──────── Given records ────────

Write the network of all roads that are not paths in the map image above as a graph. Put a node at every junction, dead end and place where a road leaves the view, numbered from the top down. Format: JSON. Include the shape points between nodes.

────────
──────── Given records ────────

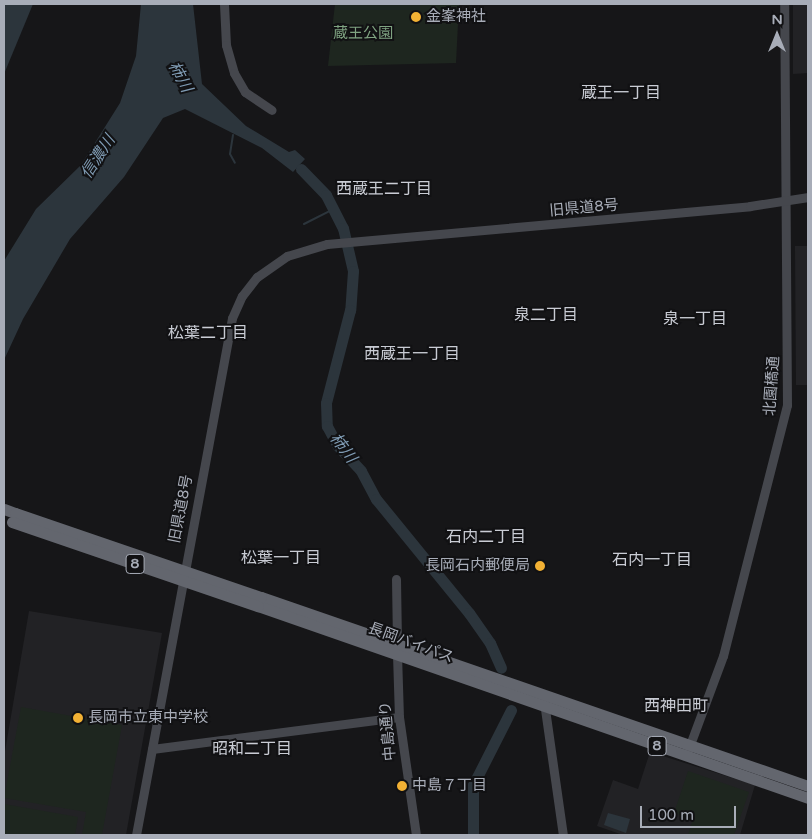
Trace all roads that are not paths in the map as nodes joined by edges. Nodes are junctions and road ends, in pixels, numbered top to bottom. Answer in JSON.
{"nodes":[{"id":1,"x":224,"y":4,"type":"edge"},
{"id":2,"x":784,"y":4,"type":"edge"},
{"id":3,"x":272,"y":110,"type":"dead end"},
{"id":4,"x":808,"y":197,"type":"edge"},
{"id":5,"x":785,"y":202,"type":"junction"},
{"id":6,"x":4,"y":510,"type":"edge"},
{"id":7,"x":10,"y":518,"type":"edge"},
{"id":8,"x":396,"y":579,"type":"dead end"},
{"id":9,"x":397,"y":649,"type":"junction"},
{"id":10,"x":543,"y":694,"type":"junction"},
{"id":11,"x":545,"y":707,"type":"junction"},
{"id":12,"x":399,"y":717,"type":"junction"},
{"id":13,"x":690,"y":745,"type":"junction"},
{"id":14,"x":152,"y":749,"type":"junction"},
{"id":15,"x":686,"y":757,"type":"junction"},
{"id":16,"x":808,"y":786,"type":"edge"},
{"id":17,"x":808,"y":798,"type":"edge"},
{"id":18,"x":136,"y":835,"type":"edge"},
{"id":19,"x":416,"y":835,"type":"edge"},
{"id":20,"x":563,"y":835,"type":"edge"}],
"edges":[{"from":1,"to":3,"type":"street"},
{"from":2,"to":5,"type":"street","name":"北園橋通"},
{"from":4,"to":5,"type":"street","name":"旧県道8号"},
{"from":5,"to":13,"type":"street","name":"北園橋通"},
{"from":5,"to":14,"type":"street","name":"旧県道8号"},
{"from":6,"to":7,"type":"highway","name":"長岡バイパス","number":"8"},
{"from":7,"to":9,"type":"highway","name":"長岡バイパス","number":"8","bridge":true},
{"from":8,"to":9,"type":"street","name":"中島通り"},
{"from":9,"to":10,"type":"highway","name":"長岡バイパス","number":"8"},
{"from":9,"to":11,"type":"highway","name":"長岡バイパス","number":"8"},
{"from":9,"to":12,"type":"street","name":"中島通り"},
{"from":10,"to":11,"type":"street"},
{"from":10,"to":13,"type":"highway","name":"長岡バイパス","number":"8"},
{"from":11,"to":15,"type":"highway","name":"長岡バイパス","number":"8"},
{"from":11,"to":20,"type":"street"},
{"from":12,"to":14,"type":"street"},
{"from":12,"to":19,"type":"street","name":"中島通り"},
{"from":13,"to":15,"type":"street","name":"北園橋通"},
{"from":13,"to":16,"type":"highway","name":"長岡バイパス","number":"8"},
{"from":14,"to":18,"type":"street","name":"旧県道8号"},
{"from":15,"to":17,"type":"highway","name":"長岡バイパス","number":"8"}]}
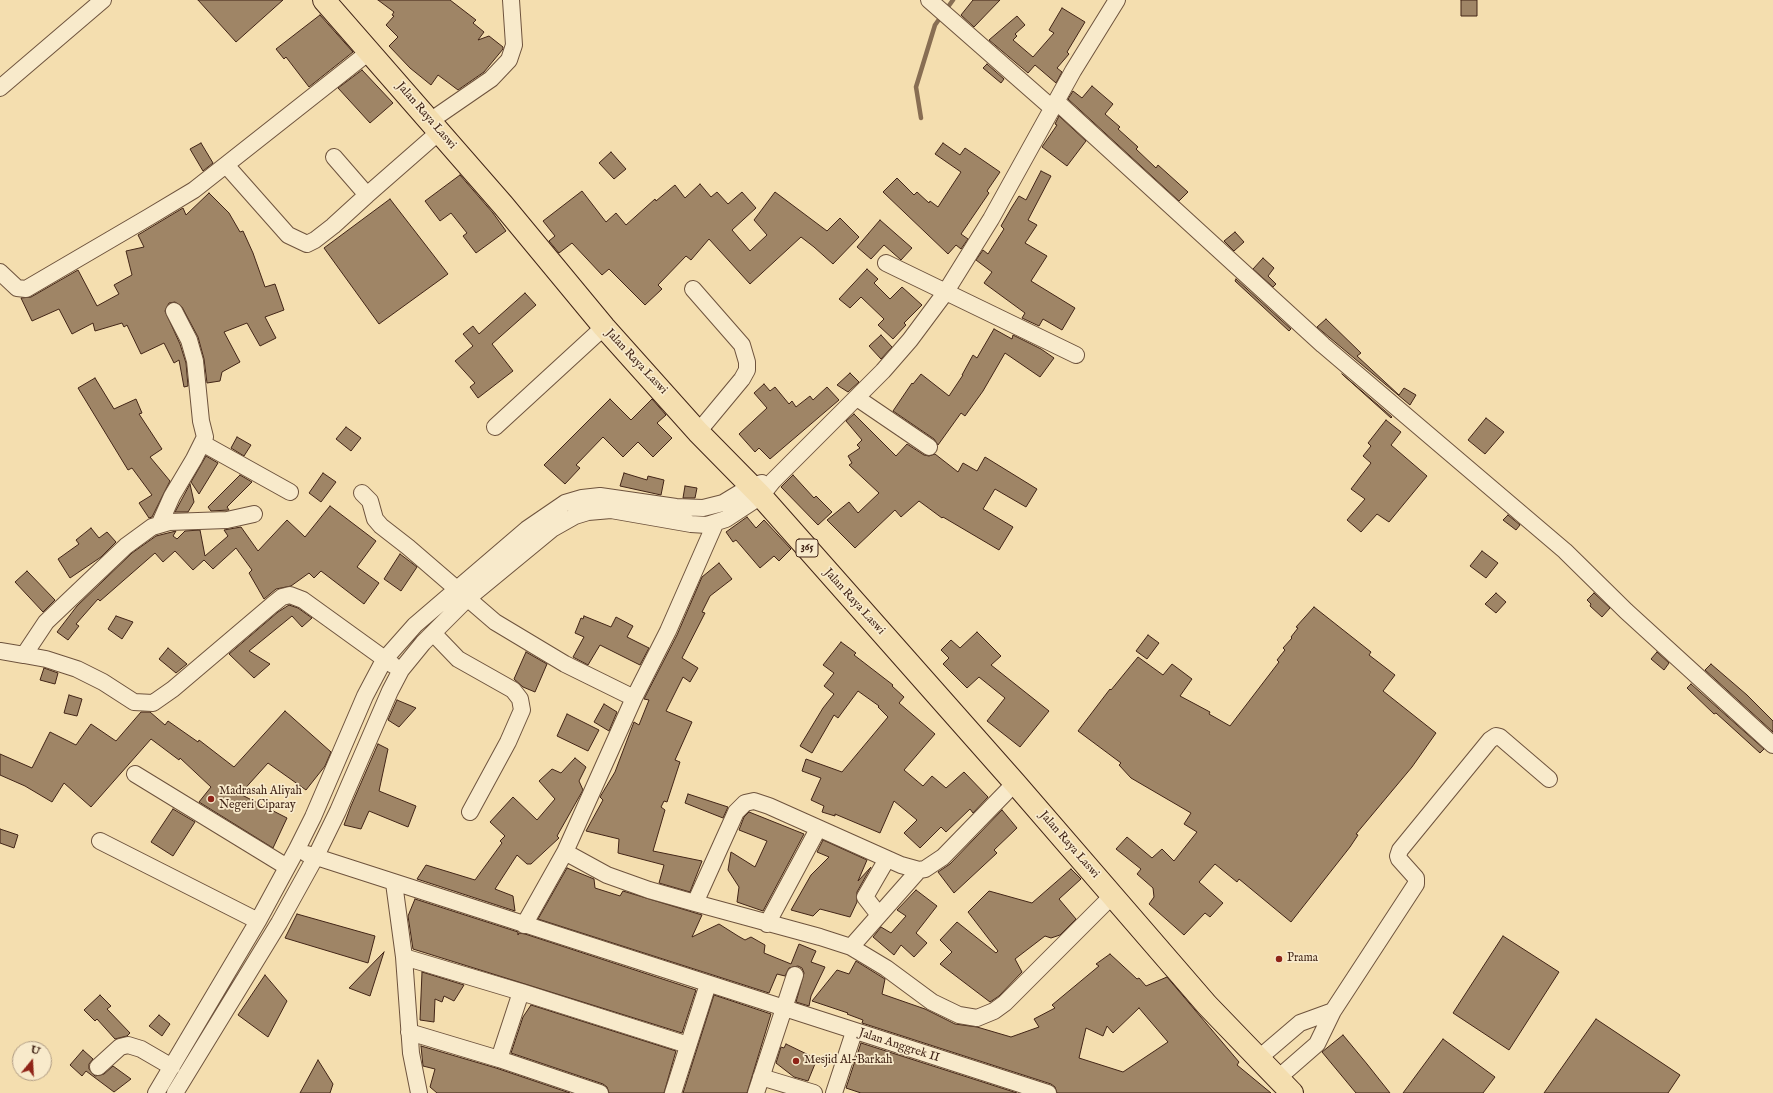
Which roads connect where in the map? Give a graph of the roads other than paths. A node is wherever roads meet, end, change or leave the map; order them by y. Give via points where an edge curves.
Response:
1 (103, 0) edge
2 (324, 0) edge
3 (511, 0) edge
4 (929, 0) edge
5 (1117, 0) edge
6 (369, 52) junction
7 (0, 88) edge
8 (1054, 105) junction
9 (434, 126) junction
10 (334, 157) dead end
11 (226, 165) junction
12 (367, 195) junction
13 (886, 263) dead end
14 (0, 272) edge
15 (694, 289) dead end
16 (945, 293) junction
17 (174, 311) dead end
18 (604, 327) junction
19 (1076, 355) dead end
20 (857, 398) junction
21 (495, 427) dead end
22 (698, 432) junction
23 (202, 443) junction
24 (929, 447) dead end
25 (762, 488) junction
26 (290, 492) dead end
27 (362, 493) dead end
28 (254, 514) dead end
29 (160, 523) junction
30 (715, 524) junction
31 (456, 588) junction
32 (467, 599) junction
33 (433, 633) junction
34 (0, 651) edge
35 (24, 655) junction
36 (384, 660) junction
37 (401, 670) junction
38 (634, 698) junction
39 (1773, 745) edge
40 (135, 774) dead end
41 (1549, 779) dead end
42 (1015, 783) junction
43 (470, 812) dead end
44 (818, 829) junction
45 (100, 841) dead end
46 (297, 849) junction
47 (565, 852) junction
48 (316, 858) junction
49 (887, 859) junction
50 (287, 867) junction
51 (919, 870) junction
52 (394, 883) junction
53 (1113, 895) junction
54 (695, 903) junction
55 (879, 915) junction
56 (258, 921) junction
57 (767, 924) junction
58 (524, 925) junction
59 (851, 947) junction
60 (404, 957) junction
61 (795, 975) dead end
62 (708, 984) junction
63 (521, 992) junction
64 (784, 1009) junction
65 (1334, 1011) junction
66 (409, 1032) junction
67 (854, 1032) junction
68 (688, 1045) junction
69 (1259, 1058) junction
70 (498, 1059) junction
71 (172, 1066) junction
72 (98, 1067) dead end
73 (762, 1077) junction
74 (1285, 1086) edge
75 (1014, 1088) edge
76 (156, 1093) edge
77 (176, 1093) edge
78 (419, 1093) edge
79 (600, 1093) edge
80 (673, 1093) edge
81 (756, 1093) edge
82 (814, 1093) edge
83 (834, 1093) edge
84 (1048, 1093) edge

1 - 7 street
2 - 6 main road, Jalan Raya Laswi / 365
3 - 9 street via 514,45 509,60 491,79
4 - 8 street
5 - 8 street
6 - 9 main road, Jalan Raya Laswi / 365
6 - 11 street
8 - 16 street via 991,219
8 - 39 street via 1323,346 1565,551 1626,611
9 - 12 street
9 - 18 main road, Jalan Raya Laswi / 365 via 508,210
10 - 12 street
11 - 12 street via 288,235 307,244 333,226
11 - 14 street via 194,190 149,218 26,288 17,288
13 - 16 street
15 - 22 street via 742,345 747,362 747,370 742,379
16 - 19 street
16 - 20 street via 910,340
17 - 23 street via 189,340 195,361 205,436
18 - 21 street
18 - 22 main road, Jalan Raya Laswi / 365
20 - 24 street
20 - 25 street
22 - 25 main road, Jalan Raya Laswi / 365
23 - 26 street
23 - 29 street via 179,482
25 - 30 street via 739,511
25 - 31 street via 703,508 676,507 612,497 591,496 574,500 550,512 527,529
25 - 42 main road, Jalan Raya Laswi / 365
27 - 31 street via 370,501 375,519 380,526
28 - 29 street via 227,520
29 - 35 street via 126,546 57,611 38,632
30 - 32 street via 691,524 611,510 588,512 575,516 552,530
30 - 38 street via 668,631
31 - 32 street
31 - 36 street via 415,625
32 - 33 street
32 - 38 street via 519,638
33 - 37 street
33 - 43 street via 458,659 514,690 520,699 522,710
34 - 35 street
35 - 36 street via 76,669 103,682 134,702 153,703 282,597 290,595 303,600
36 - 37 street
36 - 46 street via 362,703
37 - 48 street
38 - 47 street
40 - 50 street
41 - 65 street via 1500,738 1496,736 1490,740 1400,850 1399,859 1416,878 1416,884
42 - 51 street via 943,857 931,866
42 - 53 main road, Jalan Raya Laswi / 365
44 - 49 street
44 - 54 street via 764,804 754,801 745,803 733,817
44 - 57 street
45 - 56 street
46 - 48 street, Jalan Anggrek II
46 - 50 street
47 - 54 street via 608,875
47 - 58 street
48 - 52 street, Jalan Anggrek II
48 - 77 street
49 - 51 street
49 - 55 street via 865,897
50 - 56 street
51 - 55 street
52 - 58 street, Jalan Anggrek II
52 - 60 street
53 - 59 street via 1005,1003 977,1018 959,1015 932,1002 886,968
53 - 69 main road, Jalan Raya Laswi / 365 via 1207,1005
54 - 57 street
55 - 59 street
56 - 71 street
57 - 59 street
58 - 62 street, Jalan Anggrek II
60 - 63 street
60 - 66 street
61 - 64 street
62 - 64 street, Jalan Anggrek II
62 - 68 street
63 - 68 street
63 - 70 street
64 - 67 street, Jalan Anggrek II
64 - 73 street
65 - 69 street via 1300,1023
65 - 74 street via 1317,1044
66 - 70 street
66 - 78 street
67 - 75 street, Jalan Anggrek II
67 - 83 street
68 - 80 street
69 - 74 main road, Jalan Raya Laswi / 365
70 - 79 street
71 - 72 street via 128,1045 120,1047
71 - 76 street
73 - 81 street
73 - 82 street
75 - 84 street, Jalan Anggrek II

────────
──────── Given records ────────

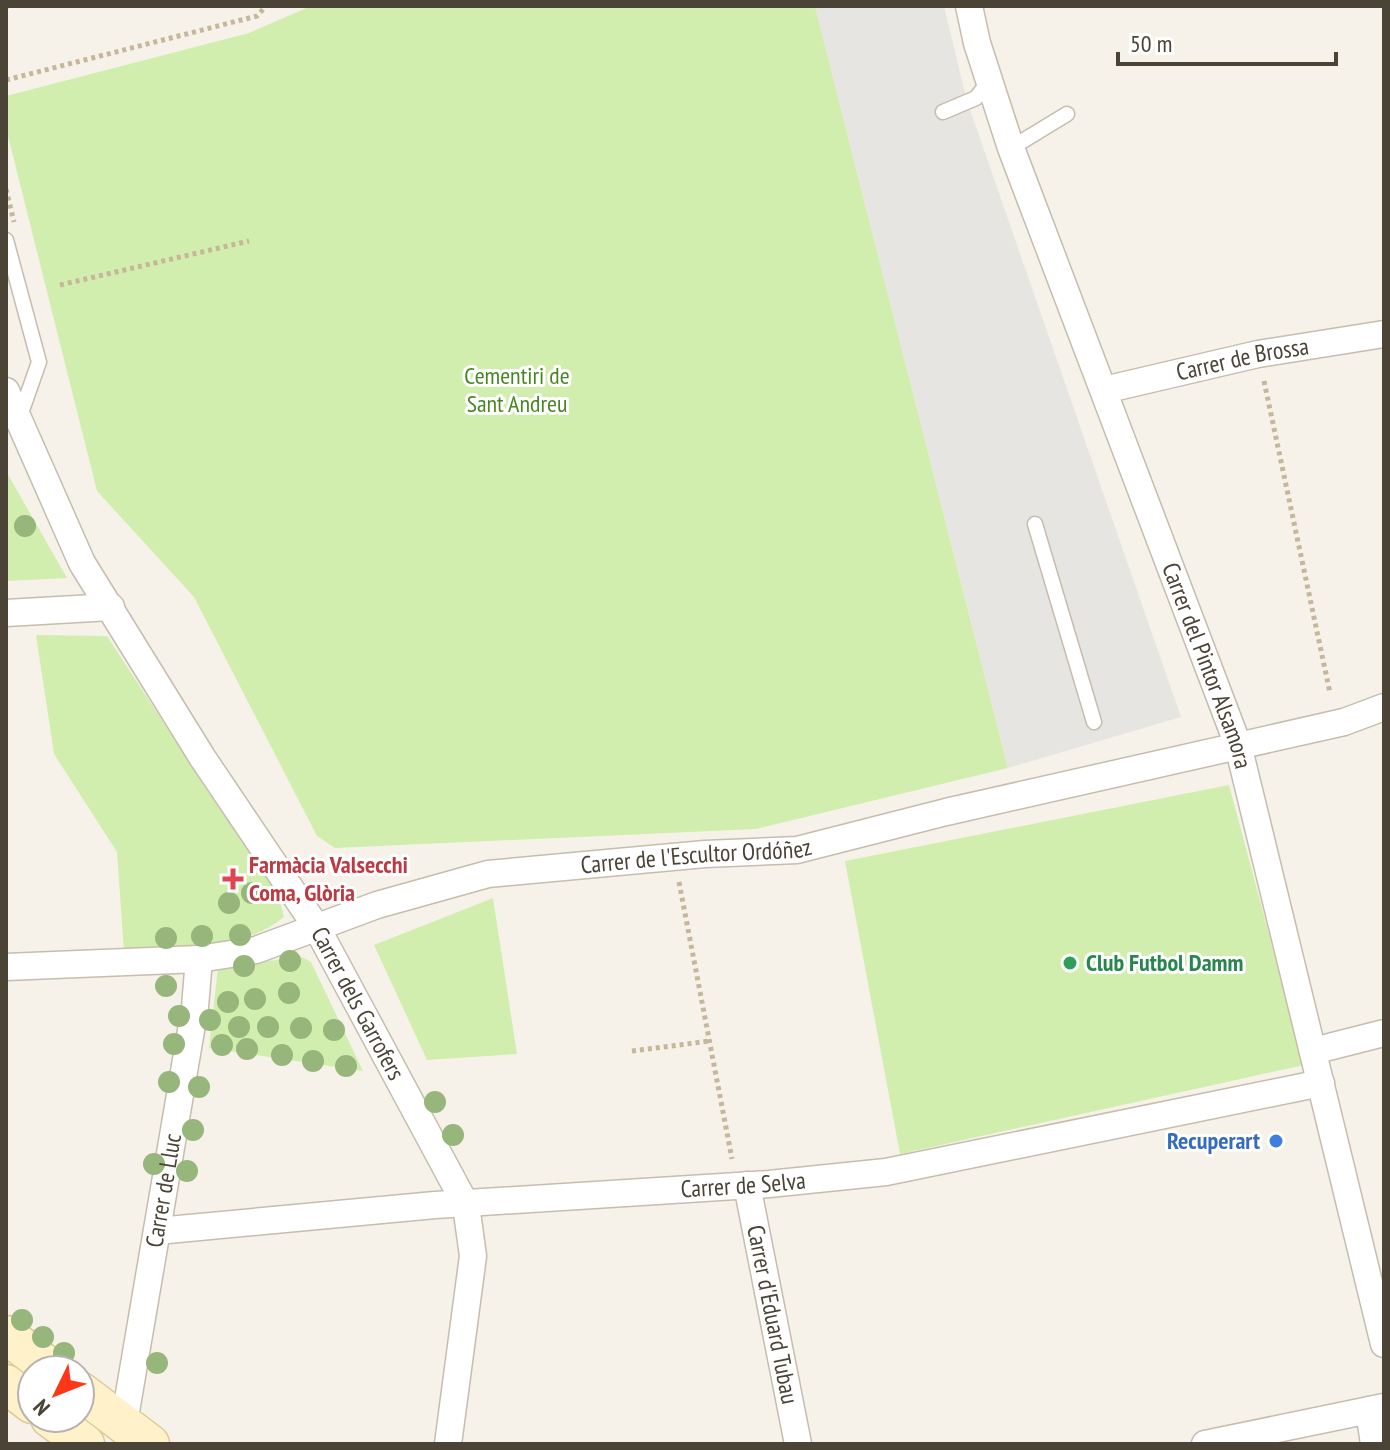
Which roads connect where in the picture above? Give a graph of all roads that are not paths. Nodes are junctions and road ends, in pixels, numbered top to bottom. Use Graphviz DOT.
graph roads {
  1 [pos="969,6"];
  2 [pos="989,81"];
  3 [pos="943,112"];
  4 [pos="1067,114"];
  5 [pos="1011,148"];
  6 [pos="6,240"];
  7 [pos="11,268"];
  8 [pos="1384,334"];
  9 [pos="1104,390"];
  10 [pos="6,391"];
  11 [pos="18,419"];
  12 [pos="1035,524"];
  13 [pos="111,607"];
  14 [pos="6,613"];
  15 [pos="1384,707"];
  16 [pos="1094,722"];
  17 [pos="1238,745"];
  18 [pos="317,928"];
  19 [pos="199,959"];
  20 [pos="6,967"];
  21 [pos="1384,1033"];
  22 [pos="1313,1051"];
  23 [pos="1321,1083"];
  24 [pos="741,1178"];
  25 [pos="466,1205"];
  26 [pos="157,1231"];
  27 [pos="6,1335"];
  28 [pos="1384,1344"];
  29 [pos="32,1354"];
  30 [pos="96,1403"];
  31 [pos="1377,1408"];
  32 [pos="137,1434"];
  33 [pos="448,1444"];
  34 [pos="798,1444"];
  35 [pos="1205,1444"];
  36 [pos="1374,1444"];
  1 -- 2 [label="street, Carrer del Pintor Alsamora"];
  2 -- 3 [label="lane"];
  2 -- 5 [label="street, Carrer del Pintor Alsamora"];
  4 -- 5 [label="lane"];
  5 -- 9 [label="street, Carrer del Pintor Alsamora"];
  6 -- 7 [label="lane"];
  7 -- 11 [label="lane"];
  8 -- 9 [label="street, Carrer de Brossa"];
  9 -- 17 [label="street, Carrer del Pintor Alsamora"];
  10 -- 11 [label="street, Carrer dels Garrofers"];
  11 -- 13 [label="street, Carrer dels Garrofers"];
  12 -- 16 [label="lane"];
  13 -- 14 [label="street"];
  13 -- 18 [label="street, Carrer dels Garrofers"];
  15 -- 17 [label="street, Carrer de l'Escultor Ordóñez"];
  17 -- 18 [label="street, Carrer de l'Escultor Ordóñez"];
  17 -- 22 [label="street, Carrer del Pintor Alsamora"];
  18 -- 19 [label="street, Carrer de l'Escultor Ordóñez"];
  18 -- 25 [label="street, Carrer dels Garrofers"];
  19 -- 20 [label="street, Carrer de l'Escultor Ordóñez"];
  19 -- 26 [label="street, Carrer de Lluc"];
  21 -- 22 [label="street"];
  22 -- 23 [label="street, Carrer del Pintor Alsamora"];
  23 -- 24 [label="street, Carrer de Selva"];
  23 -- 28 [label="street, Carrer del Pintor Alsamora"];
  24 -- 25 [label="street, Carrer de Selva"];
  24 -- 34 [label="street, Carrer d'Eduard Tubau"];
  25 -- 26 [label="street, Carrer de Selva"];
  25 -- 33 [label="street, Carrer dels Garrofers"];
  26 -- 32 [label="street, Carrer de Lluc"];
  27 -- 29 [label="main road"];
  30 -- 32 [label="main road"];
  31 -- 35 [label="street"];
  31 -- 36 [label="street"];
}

────────

* **Assigned task**
Of all the entries above, how many lines contain the string "points"? Answer with the number only.

* **Answer section**
2